To formulate this question, the user needed to understand several things simultaneously:

  1. The structure of the training data: That each record in the merged dataset contains both a prompt and a response, and that these are concatenated into a single token sequence.
  2. The loss masking mechanism: That EAGLE-3 training typically uses a loss mask to zero out the contribution of prompt tokens to the training objective, meaning hidden states for those positions may not be needed.
  3. The hidden state extraction process: That the SGLang server with the dump patch captures hidden states for every token position during prefill, and that this is the dominant cost in terms of both time and storage.
  4. The merge script's output format: That the "87.8M tokens" figure from the merge script counts all tokens (prompt + response) without distinguishing between them.
  5. The implications for the extraction timeline: That reducing the effective token count would proportionally reduce both extraction time and storage requirements.

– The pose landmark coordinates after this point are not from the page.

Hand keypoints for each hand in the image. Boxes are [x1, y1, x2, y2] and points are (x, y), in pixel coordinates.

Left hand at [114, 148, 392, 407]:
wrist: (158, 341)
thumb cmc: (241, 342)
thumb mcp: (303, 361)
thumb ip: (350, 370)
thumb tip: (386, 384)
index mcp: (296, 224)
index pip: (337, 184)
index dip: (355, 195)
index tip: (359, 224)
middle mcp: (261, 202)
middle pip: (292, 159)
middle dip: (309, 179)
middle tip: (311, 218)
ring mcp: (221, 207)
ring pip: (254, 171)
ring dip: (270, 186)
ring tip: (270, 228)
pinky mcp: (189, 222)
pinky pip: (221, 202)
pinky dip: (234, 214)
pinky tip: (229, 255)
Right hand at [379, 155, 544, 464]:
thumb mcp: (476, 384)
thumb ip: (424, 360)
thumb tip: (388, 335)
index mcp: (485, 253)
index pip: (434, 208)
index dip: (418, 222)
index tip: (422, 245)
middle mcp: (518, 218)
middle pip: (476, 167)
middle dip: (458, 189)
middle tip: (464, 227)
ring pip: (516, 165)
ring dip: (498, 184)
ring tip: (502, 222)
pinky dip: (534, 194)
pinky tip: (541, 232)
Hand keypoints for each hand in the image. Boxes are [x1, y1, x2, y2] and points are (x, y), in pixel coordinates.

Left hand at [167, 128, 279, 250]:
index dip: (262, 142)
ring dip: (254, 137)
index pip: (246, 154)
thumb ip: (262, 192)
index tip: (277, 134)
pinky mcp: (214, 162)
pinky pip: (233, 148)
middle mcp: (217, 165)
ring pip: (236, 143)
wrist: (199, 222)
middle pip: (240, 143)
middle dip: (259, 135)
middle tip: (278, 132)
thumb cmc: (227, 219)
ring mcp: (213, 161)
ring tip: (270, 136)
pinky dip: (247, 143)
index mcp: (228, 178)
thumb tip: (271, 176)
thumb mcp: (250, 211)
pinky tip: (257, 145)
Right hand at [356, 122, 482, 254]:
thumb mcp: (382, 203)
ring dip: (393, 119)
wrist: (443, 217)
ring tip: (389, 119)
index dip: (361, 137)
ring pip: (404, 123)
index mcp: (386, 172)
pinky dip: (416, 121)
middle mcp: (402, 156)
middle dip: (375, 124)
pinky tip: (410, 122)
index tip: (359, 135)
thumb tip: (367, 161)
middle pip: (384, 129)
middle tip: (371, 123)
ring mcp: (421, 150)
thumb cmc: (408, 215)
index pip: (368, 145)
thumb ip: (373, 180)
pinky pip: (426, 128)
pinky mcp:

The Deeper Significance: Assumptions in AI Pipelines

Beyond its immediate context, this question illustrates a broader truth about complex AI engineering pipelines: the most impactful insights often come from questioning basic assumptions about what data matters. The assistant's analysis of compression was technically correct but conceptually incomplete because it accepted the 87.8M token figure as the relevant quantity without examining whether all tokens were equally important. The user, by contrast, recognized that the relevant quantity for the extraction pipeline is not "total tokens in the corpus" but "tokens for which hidden states are needed for training."

This is a recurring pattern in machine learning systems engineering. Storage estimates, compute budgets, and timeline projections are only as good as the assumptions they rest on. A technically sophisticated analysis of compression algorithms is useless if the baseline estimate of how much data needs to be compressed is wrong by a factor of two. The user's question serves as a reminder that in complex systems, the most valuable engineering judgment is often not about optimizing within a given framework, but about questioning whether the framework itself is correctly defined.

The Unanswered Question

As of this message, the user's question remains unanswered—the assistant had not yet responded to it within the available context. The question hangs in the air, waiting for the assistant to reconsider its assumptions about token counting and hidden state extraction. Will the assistant realize that the 87.8M token count includes prompt tokens that may not need extraction? Will it adjust the timeline and storage estimates accordingly? Or will it discover that the EAGLE-3 training script actually does require hidden states for all token positions, including prompts?

The answer to "Inputs don't count?" will determine whether the extraction phase takes 72 hours or 35, whether it consumes 4.6 TB or 2.3 TB, and whether the entire pipeline is on track or in need of rescoping. It is a small question with outsized consequences—the kind that separates a superficial understanding of a system from a deep one.